• **EXERCISE MATERIAL**
BEGIN
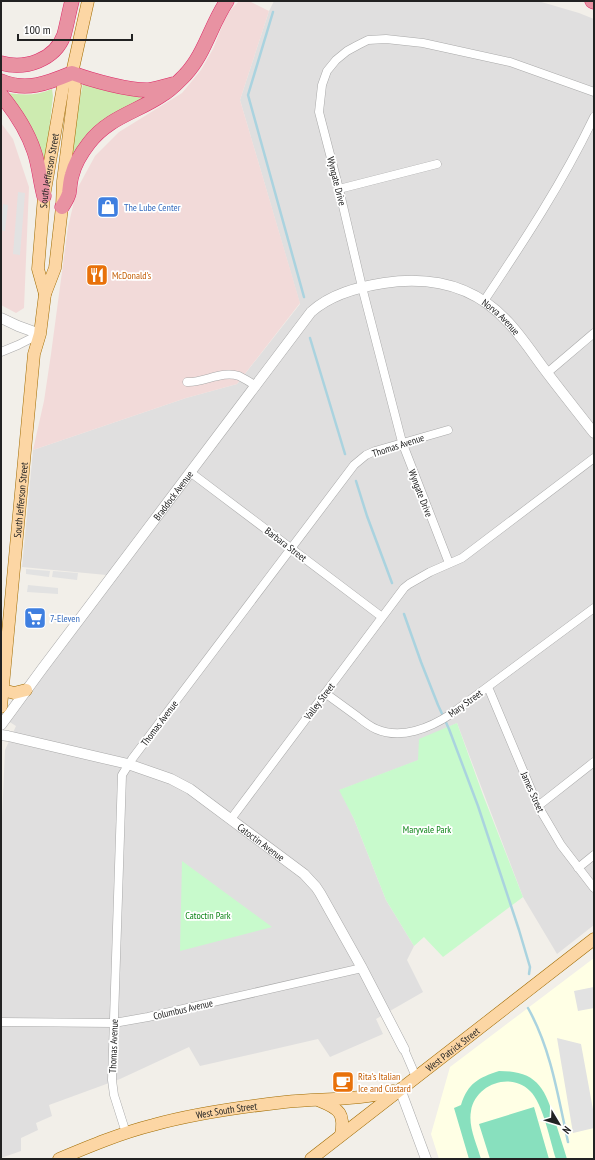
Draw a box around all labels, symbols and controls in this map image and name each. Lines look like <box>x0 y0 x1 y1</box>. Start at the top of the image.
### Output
scale bar <box>18 16 132 42</box>
text: 100 m <box>24 22 51 37</box>
street label: South Jefferson Street <box>37 132 62 209</box>
street label: Wyngate Drive <box>324 155 349 207</box>
shop icon: The Lube Center <box>95 194 121 220</box>
place label: The Lube Center <box>124 201 181 214</box>
restaurant icon: McDonald's <box>84 262 110 288</box>
place label: McDonald's <box>112 269 152 282</box>
street label: Norva Avenue <box>479 296 522 338</box>
street label: Thomas Avenue <box>370 431 426 460</box>
street label: South Jefferson Street <box>11 461 31 538</box>
street label: Wyngate Drive <box>405 467 436 519</box>
street label: Braddock Avenue <box>150 468 196 523</box>
street label: Barbara Street <box>262 524 310 565</box>
supermarket icon: 7-Eleven <box>22 605 48 631</box>
place label: 7-Eleven <box>50 612 80 625</box>
street label: Valley Street <box>301 680 338 723</box>
street label: Mary Street <box>446 686 485 720</box>
street label: Thomas Avenue <box>138 698 181 749</box>
street label: James Street <box>517 769 547 815</box>
street label: Catoctin Avenue <box>235 821 287 864</box>
park label: Maryvale Park <box>403 823 451 836</box>
park label: Catoctin Park <box>185 909 231 922</box>
street label: Columbus Avenue <box>152 996 214 1023</box>
street label: Thomas Avenue <box>106 1019 121 1073</box>
street label: West Patrick Street <box>423 1024 482 1075</box>
cafe icon: Rita's Italian Ice and Custard <box>330 1069 356 1095</box>
place label: Rita's Italian Ice and Custard <box>358 1070 411 1095</box>
street label: West South Street <box>195 1099 258 1122</box>
north arrow <box>539 1104 579 1144</box>
text: N <box>560 1124 574 1137</box>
END
• **DIRECTIONS**
The result should be an exact repetition of all the records. Drop the pictures.

• **ANSWER BOX**
Draw a box around all labels, symbols and controls in this map image and name each. Lines look like <box>x0 y0 x1 y1</box>. Start at the top of the image.
### Output
scale bar <box>18 16 132 42</box>
text: 100 m <box>24 22 51 37</box>
street label: South Jefferson Street <box>37 132 62 209</box>
street label: Wyngate Drive <box>324 155 349 207</box>
shop icon: The Lube Center <box>95 194 121 220</box>
place label: The Lube Center <box>124 201 181 214</box>
restaurant icon: McDonald's <box>84 262 110 288</box>
place label: McDonald's <box>112 269 152 282</box>
street label: Norva Avenue <box>479 296 522 338</box>
street label: Thomas Avenue <box>370 431 426 460</box>
street label: South Jefferson Street <box>11 461 31 538</box>
street label: Wyngate Drive <box>405 467 436 519</box>
street label: Braddock Avenue <box>150 468 196 523</box>
street label: Barbara Street <box>262 524 310 565</box>
supermarket icon: 7-Eleven <box>22 605 48 631</box>
place label: 7-Eleven <box>50 612 80 625</box>
street label: Valley Street <box>301 680 338 723</box>
street label: Mary Street <box>446 686 485 720</box>
street label: Thomas Avenue <box>138 698 181 749</box>
street label: James Street <box>517 769 547 815</box>
street label: Catoctin Avenue <box>235 821 287 864</box>
park label: Maryvale Park <box>403 823 451 836</box>
park label: Catoctin Park <box>185 909 231 922</box>
street label: Columbus Avenue <box>152 996 214 1023</box>
street label: Thomas Avenue <box>106 1019 121 1073</box>
street label: West Patrick Street <box>423 1024 482 1075</box>
cafe icon: Rita's Italian Ice and Custard <box>330 1069 356 1095</box>
place label: Rita's Italian Ice and Custard <box>358 1070 411 1095</box>
street label: West South Street <box>195 1099 258 1122</box>
north arrow <box>539 1104 579 1144</box>
text: N <box>560 1124 574 1137</box>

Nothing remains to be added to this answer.